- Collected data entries

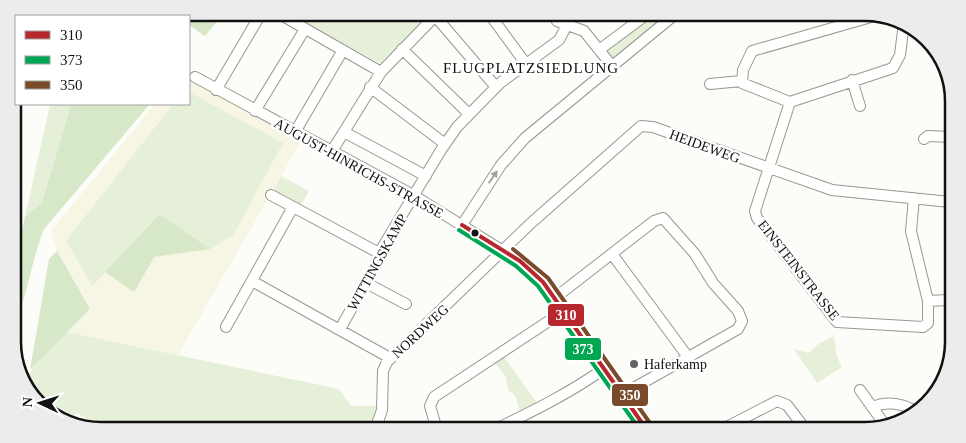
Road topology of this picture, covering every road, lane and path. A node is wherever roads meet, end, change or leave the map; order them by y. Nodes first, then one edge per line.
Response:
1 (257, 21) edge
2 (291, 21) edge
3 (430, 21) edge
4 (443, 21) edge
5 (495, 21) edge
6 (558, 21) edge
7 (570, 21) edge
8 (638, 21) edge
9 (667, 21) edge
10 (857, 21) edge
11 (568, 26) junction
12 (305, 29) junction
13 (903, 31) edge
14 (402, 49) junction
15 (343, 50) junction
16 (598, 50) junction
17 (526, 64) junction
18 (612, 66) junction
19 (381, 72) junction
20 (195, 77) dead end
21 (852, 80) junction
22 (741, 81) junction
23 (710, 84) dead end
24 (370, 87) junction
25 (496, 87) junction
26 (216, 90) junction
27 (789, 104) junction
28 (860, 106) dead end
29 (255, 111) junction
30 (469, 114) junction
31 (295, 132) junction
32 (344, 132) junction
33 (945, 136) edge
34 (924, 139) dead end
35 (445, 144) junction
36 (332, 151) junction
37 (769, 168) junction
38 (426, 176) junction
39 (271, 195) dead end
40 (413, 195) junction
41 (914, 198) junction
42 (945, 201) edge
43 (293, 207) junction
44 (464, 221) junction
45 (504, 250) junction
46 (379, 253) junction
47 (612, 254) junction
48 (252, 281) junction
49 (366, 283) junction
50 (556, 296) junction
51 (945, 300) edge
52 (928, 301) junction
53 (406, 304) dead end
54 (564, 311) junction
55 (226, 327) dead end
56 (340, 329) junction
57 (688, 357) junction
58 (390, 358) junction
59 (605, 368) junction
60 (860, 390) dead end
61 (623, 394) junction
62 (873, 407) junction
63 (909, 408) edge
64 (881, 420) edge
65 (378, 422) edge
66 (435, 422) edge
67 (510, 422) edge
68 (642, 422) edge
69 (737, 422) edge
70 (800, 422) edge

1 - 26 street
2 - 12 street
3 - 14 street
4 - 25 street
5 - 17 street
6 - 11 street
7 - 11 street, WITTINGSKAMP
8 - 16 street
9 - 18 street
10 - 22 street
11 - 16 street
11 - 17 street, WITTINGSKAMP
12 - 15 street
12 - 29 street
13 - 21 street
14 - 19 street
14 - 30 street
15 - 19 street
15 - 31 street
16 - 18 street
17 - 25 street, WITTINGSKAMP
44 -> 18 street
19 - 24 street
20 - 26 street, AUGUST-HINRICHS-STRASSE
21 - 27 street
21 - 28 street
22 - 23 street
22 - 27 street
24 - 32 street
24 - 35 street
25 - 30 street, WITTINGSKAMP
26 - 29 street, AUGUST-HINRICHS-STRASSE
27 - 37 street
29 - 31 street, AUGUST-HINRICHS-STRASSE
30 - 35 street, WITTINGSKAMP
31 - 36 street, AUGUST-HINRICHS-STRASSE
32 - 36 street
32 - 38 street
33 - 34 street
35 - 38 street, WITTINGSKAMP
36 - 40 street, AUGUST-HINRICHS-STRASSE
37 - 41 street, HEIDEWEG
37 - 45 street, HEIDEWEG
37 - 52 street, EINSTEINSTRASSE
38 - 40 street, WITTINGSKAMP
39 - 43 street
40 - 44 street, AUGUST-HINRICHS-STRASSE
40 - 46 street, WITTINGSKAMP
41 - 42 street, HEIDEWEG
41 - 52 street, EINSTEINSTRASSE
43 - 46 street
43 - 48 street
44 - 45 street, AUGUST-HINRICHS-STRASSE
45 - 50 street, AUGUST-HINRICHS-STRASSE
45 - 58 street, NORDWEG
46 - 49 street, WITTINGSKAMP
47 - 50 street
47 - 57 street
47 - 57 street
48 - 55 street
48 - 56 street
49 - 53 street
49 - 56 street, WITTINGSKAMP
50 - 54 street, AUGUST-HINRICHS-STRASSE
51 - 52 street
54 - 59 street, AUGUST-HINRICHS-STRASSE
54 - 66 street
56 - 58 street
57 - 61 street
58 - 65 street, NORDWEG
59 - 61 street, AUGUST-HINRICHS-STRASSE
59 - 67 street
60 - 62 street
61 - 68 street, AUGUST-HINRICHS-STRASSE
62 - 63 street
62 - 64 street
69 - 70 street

- EXERCISE
Retrieve each line from the records above where the word "AUGUST" occurs.

- THE ANSWER
20 - 26 street, AUGUST-HINRICHS-STRASSE
26 - 29 street, AUGUST-HINRICHS-STRASSE
29 - 31 street, AUGUST-HINRICHS-STRASSE
31 - 36 street, AUGUST-HINRICHS-STRASSE
36 - 40 street, AUGUST-HINRICHS-STRASSE
40 - 44 street, AUGUST-HINRICHS-STRASSE
44 - 45 street, AUGUST-HINRICHS-STRASSE
45 - 50 street, AUGUST-HINRICHS-STRASSE
50 - 54 street, AUGUST-HINRICHS-STRASSE
54 - 59 street, AUGUST-HINRICHS-STRASSE
59 - 61 street, AUGUST-HINRICHS-STRASSE
61 - 68 street, AUGUST-HINRICHS-STRASSE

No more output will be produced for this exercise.